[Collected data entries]
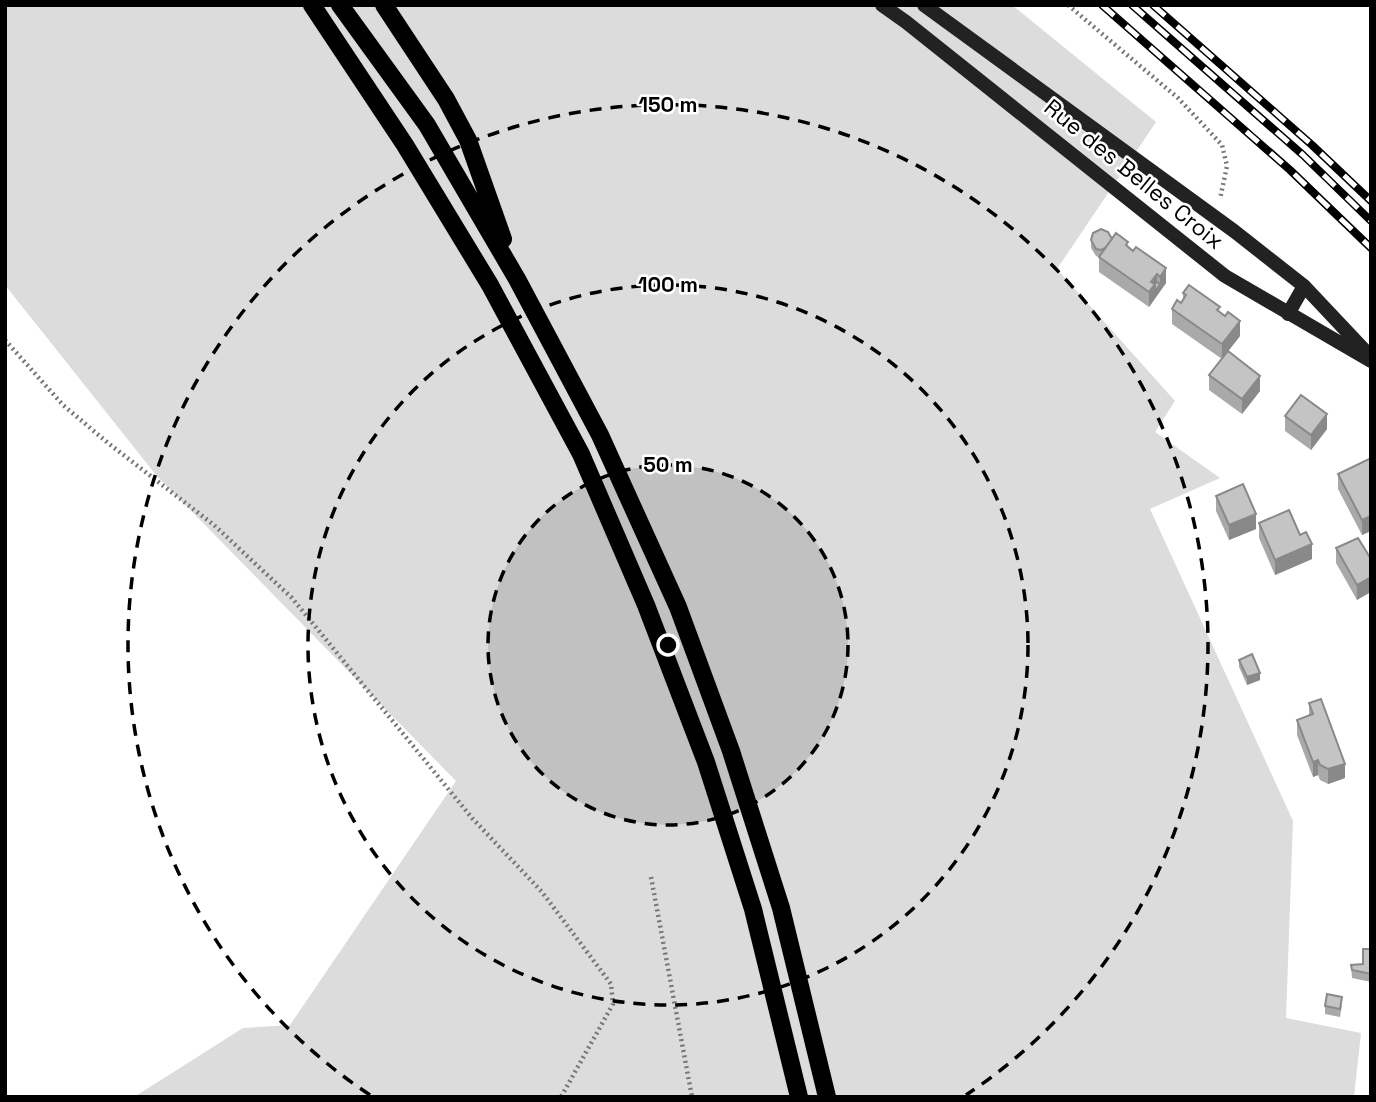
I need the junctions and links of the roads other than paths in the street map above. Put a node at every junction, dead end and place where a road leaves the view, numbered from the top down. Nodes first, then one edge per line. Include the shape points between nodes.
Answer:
1 (312, 5) edge
2 (340, 5) edge
3 (384, 5) edge
4 (882, 5) edge
5 (924, 5) edge
6 (517, 279) junction
7 (1304, 286) junction
8 (1288, 314) junction
9 (1371, 359) edge
10 (799, 1097) edge
11 (827, 1097) edge

1 - 10 main road via 491,285 581,454 706,762 753,909
2 - 6 main road via 427,125
3 - 6 main road via 468,140
4 - 8 main road, Rue des Belles Croix via 1225,276
5 - 7 main road, Rue des Belles Croix
6 - 11 main road via 600,435 678,607 731,751 781,908
7 - 8 main road
7 - 9 main road, Rue des Belles Croix
8 - 9 main road, Rue des Belles Croix

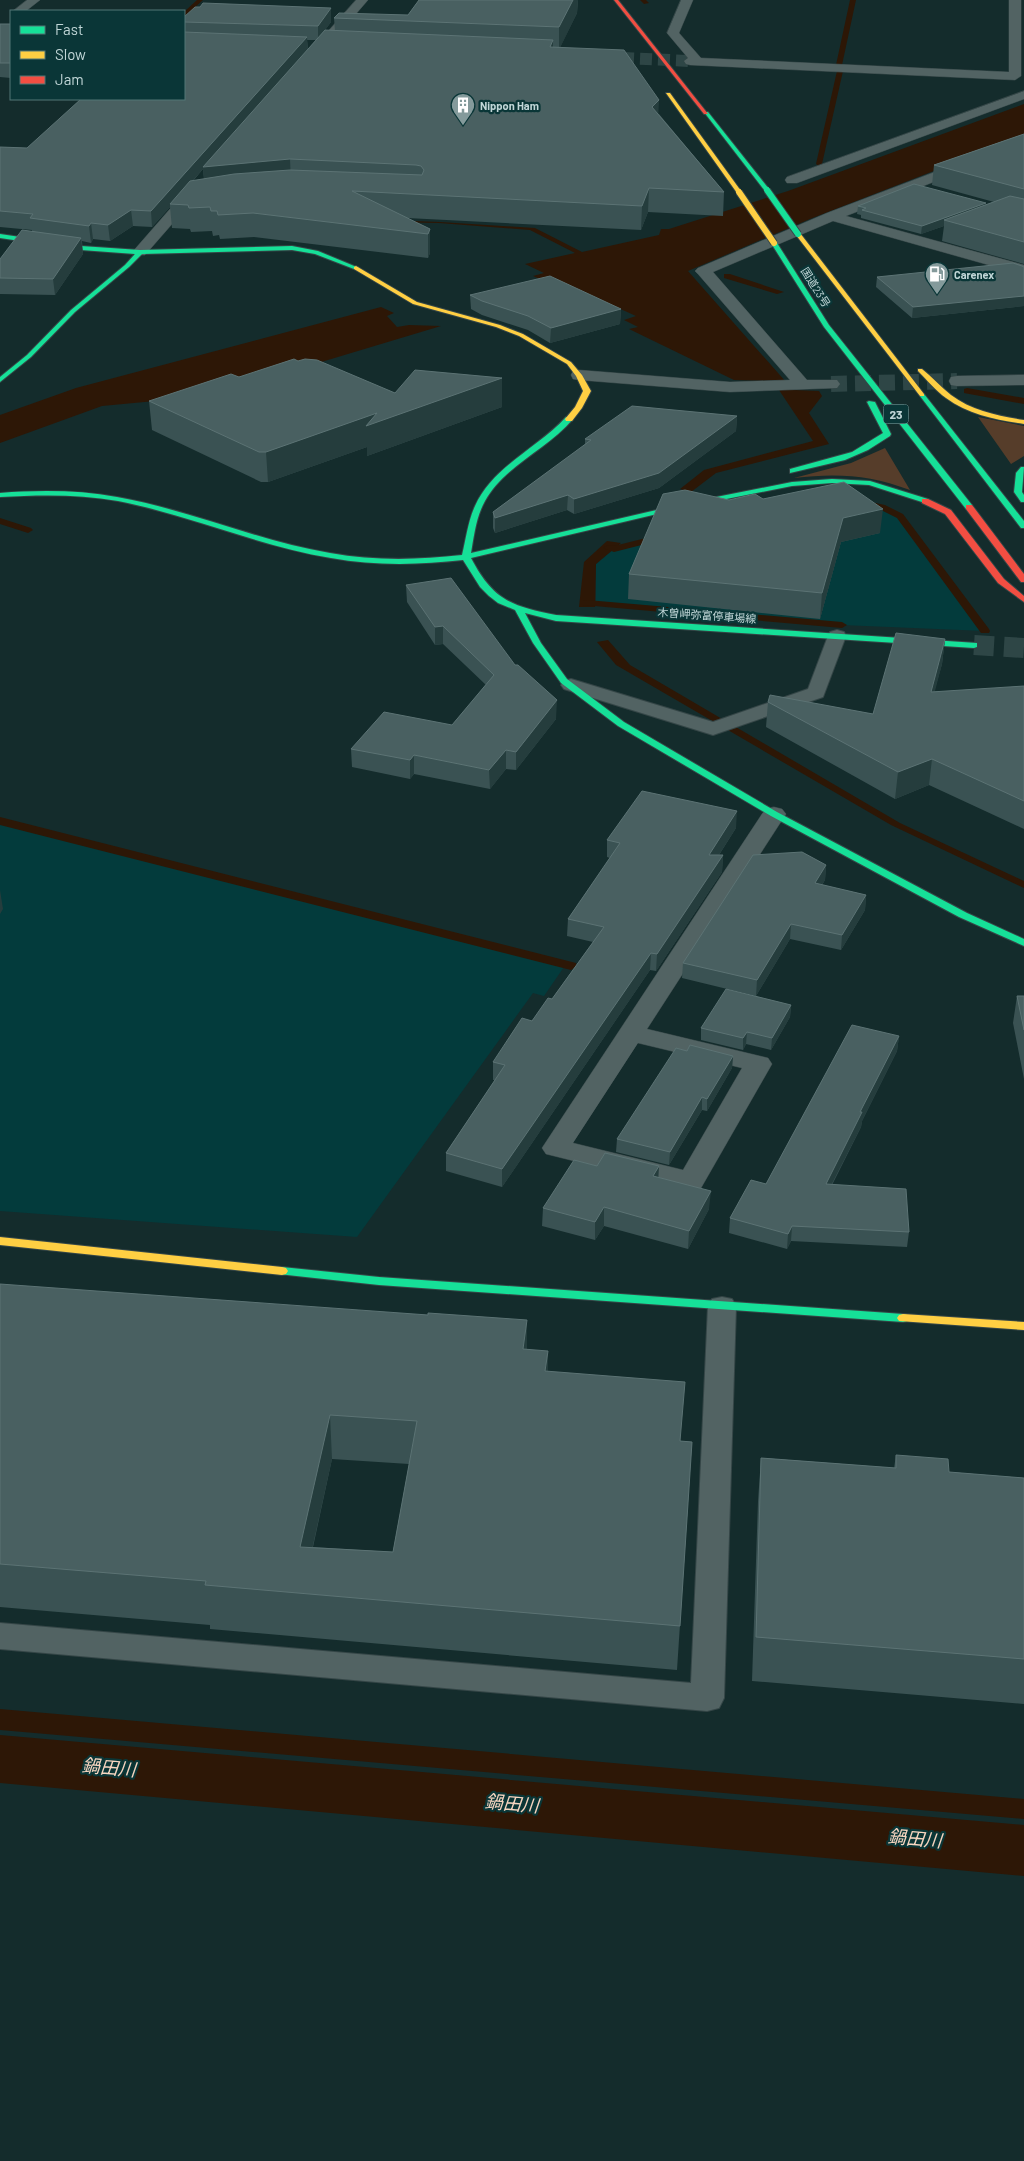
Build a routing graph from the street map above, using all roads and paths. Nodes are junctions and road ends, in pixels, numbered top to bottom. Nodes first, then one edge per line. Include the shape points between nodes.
1 (34, 0) edge
2 (362, 0) edge
3 (616, 0) edge
4 (687, 0) edge
5 (1015, 0) edge
6 (20, 10) edge
7 (341, 46) edge
8 (1019, 76) edge
9 (663, 87) dead end
10 (1024, 94) edge
11 (1024, 142) edge
12 (205, 177) edge
13 (792, 180) dead end
14 (912, 185) junction
15 (940, 192) edge
16 (206, 196) edge
17 (183, 203) junction
18 (832, 216) junction
19 (941, 234) dead end
20 (0, 236) edge
21 (922, 241) junction
22 (140, 252) junction
23 (1024, 269) edge
24 (867, 322) junction
25 (826, 326) junction
26 (579, 376) junction
27 (0, 380) edge
28 (1024, 380) edge
29 (957, 381) tunnel mouth
30 (832, 384) tunnel mouth
31 (799, 385) junction
32 (1024, 422) edge
33 (1024, 469) edge
34 (0, 494) edge
35 (1024, 500) edge
36 (691, 504) junction
37 (1024, 526) edge
38 (466, 557) junction
39 (1024, 580) edge
40 (1024, 600) edge
41 (519, 611) junction
42 (837, 636) junction
43 (974, 645) tunnel mouth
44 (571, 686) junction
45 (774, 814) junction
46 (1024, 944) edge
47 (631, 1032) junction
48 (0, 1241) edge
49 (722, 1306) junction
50 (1024, 1326) edge
51 (0, 1636) edge

1 - 6 street
2 - 7 street via 316,48
3 - 24 main road, 国道23号 / 23, bridge
4 - 8 street via 673,33 694,61
5 - 8 street
9 - 25 main road, 国道23号 / 23, bridge via 774,243
10 - 13 street
11 - 14 street
12 - 17 street
14 - 15 street
14 - 18 street
16 - 17 street
17 - 22 street
18 - 21 street
18 - 31 street via 704,271
19 - 21 street
20 - 22 main road via 80,248
21 - 23 street
22 - 26 main road via 292,248 335,257 415,303 521,335 570,363
22 - 27 main road
24 - 32 main road, 23 via 950,398 992,416
24 - 37 main road, 国道23号 / 23
25 - 36 main road, 23 via 887,434 855,455
25 - 39 main road, 国道23号 / 23
26 - 31 street via 730,387
26 - 38 main road via 587,391 581,406 567,424 486,493 477,509
28 - 29 street
30 - 31 street
33 - 35 main road via 1020,473 1018,492
34 - 38 main road via 44,492 118,499 317,554 358,560 429,562
36 - 38 main road, 23
36 - 40 main road, 23 via 800,483 870,483 892,489 948,512 1001,581
38 - 41 main road, 木曽岬弥富停車場線 via 476,580 492,598
41 - 42 main road, 木曽岬弥富停車場線 via 556,618
41 - 44 main road via 537,643
42 - 43 main road, 木曽岬弥富停車場線
42 - 44 lane via 816,693 713,728
44 - 45 main road via 622,724
45 - 46 main road
45 - 47 street
47 - 47 street via 556,1148 691,1181 758,1064
48 - 49 main road via 379,1281
49 - 50 main road
49 - 51 lane via 707,1698

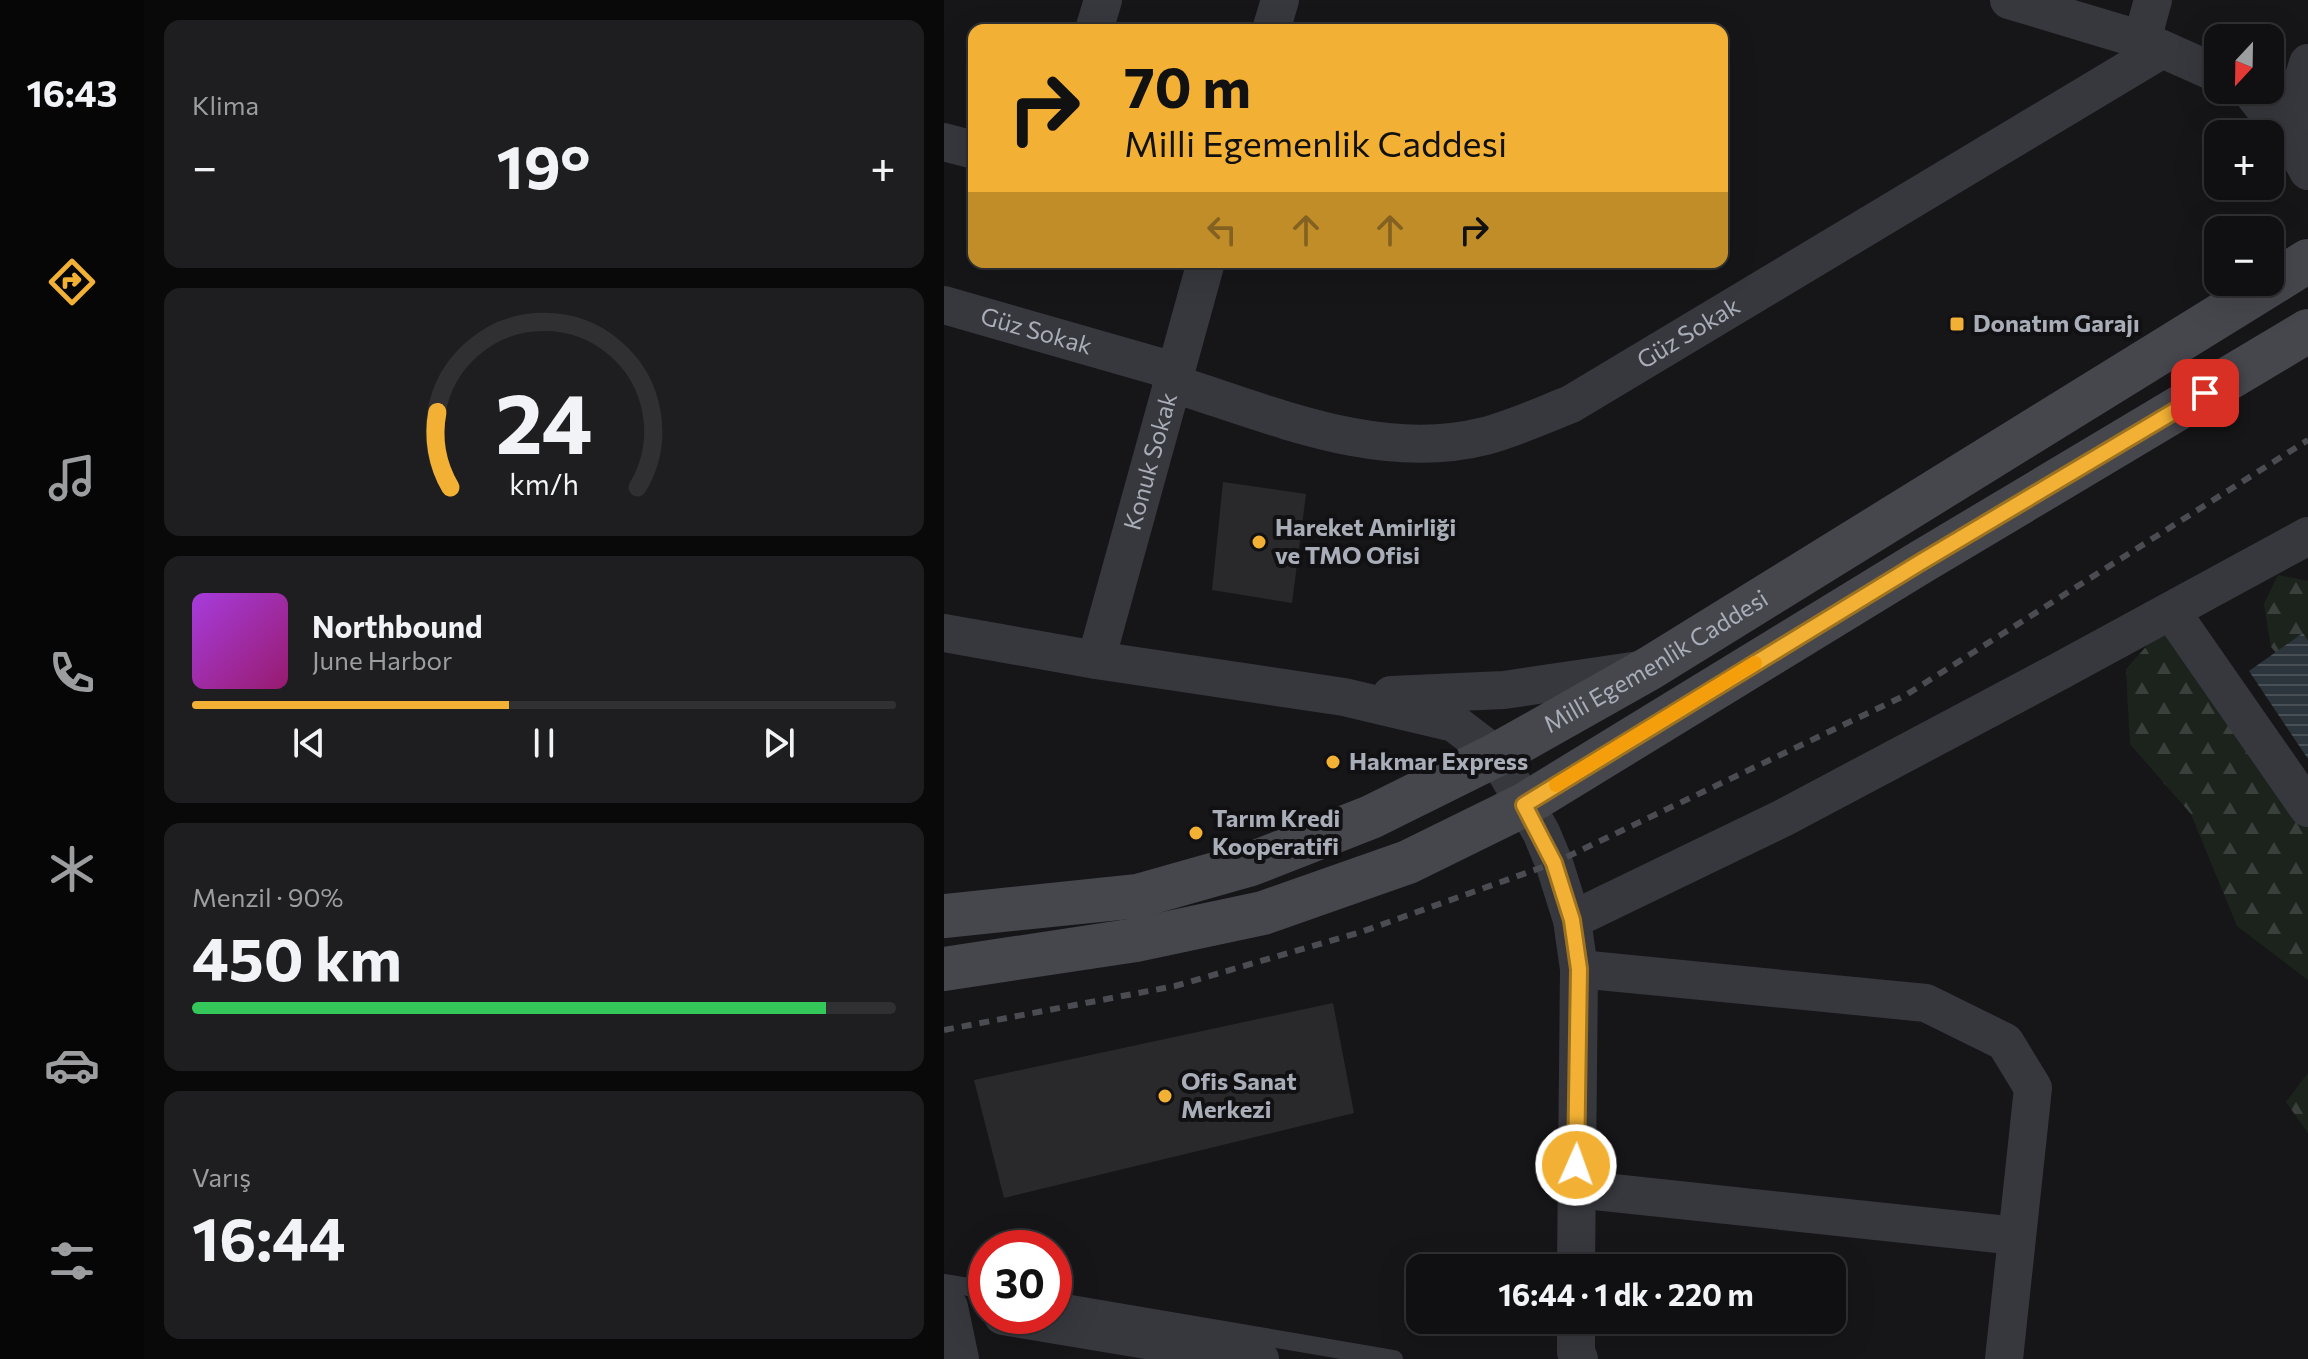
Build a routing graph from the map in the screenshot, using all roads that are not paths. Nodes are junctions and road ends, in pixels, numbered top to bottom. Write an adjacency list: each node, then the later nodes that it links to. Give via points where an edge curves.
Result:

- Exercise aim: All of the entries above need to be repeated exactly, minus the pictures.

- Task solution:
I need the junctions and links of the roads other than paths in the street map above. Put a node at every junction, dead end and place where a road leaves the view, numbered from the top down. Nodes first, then one edge per line. Include the shape points between nodes.
Answer:
1 (312, 5) edge
2 (340, 5) edge
3 (384, 5) edge
4 (882, 5) edge
5 (924, 5) edge
6 (517, 279) junction
7 (1304, 286) junction
8 (1288, 314) junction
9 (1371, 359) edge
10 (799, 1097) edge
11 (827, 1097) edge

1 - 10 main road via 491,285 581,454 706,762 753,909
2 - 6 main road via 427,125
3 - 6 main road via 468,140
4 - 8 main road, Rue des Belles Croix via 1225,276
5 - 7 main road, Rue des Belles Croix
6 - 11 main road via 600,435 678,607 731,751 781,908
7 - 8 main road
7 - 9 main road, Rue des Belles Croix
8 - 9 main road, Rue des Belles Croix

Build a routing graph from the street map above, using all roads and paths. Nodes are junctions and road ends, in pixels, numbered top to bottom. Nodes first, then one edge per line. Include the shape points between nodes.
1 (34, 0) edge
2 (362, 0) edge
3 (616, 0) edge
4 (687, 0) edge
5 (1015, 0) edge
6 (20, 10) edge
7 (341, 46) edge
8 (1019, 76) edge
9 (663, 87) dead end
10 (1024, 94) edge
11 (1024, 142) edge
12 (205, 177) edge
13 (792, 180) dead end
14 (912, 185) junction
15 (940, 192) edge
16 (206, 196) edge
17 (183, 203) junction
18 (832, 216) junction
19 (941, 234) dead end
20 (0, 236) edge
21 (922, 241) junction
22 (140, 252) junction
23 (1024, 269) edge
24 (867, 322) junction
25 (826, 326) junction
26 (579, 376) junction
27 (0, 380) edge
28 (1024, 380) edge
29 (957, 381) tunnel mouth
30 (832, 384) tunnel mouth
31 (799, 385) junction
32 (1024, 422) edge
33 (1024, 469) edge
34 (0, 494) edge
35 (1024, 500) edge
36 (691, 504) junction
37 (1024, 526) edge
38 (466, 557) junction
39 (1024, 580) edge
40 (1024, 600) edge
41 (519, 611) junction
42 (837, 636) junction
43 (974, 645) tunnel mouth
44 (571, 686) junction
45 (774, 814) junction
46 (1024, 944) edge
47 (631, 1032) junction
48 (0, 1241) edge
49 (722, 1306) junction
50 (1024, 1326) edge
51 (0, 1636) edge

1 - 6 street
2 - 7 street via 316,48
3 - 24 main road, 国道23号 / 23, bridge
4 - 8 street via 673,33 694,61
5 - 8 street
9 - 25 main road, 国道23号 / 23, bridge via 774,243
10 - 13 street
11 - 14 street
12 - 17 street
14 - 15 street
14 - 18 street
16 - 17 street
17 - 22 street
18 - 21 street
18 - 31 street via 704,271
19 - 21 street
20 - 22 main road via 80,248
21 - 23 street
22 - 26 main road via 292,248 335,257 415,303 521,335 570,363
22 - 27 main road
24 - 32 main road, 23 via 950,398 992,416
24 - 37 main road, 国道23号 / 23
25 - 36 main road, 23 via 887,434 855,455
25 - 39 main road, 国道23号 / 23
26 - 31 street via 730,387
26 - 38 main road via 587,391 581,406 567,424 486,493 477,509
28 - 29 street
30 - 31 street
33 - 35 main road via 1020,473 1018,492
34 - 38 main road via 44,492 118,499 317,554 358,560 429,562
36 - 38 main road, 23
36 - 40 main road, 23 via 800,483 870,483 892,489 948,512 1001,581
38 - 41 main road, 木曽岬弥富停車場線 via 476,580 492,598
41 - 42 main road, 木曽岬弥富停車場線 via 556,618
41 - 44 main road via 537,643
42 - 43 main road, 木曽岬弥富停車場線
42 - 44 lane via 816,693 713,728
44 - 45 main road via 622,724
45 - 46 main road
45 - 47 street
47 - 47 street via 556,1148 691,1181 758,1064
48 - 49 main road via 379,1281
49 - 50 main road
49 - 51 lane via 707,1698

Build a routing graph from the map in the screenshot, using all roads that are not paths. Nodes are junctions and road ends, in pixels, numbered top to bottom. Write an adjacency list: each node, then the later nodes that it links to. Give via points where an edge curves.
Result:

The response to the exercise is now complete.